The man shook his head.

"Windcasters are of no trouble to the people of Ratho. We are still indebted to the Windcaster who helped us Rathians and protected us from extinction six years ago."

The woman behind him muttered something in the strange language. The man tilted his head to the side and then nodded in affirmation.

"My mother said she is happy for you to stay here for as long as you wish. We have little to offer, but at least you will not die here." Tia nodded, tears of gratitude brimming in her green eyes. "She says you may leave whenever you please, but we will not forcibly remove you. We are forever grateful to your kind. My name is Tammuz," he added.

"I am forever thankful for your kindness, also," she said, her voice breaking. Her gratitude must have shown on her face, for the wizened woman nodded at her reply without the need for translation.

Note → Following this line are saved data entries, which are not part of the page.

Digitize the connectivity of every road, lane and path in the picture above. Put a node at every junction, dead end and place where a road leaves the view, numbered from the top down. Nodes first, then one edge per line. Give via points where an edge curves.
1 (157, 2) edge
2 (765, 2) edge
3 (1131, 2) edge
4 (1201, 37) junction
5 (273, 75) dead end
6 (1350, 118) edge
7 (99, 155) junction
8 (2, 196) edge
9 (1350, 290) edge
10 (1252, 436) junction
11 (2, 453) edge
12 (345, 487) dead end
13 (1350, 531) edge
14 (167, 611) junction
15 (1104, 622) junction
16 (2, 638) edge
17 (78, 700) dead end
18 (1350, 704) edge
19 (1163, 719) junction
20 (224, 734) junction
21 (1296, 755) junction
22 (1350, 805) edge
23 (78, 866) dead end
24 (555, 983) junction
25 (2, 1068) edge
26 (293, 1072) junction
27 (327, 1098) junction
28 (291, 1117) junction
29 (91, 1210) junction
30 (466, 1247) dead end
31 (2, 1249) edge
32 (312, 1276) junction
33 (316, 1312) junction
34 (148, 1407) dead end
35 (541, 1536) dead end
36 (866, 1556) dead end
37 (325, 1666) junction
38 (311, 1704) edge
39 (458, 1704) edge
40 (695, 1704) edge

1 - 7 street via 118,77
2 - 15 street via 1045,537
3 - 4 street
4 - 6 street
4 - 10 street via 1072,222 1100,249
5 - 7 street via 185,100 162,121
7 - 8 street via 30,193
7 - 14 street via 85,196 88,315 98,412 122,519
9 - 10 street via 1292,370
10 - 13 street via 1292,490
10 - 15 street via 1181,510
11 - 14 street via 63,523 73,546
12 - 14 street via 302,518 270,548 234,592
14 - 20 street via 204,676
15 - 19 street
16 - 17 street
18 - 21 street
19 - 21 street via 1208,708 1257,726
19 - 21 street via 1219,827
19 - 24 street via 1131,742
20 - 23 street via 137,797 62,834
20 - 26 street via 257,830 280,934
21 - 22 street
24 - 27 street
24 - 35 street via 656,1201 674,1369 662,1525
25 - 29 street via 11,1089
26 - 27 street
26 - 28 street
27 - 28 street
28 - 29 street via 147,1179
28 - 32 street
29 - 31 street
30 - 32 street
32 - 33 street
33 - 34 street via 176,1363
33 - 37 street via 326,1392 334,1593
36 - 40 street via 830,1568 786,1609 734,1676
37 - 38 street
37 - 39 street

Tia settled on the pile of straw. It wasn't the most comfortable of beds, but after three days of riding non-stop, terrified and without food or rest, she could easily have slept out in the cold. The man exited soon afterwards, but the old woman sat across the room from her, stitching clothes in her old wooden chair, looking at her every so often.

Tia soon dozed off, curled into a tight ball, keeping as warm as she could, her arms wrapped around the Book of Wind and one hand clutching her staff. She slumbered long and dreamlessly, and when she woke up, it was already the next day.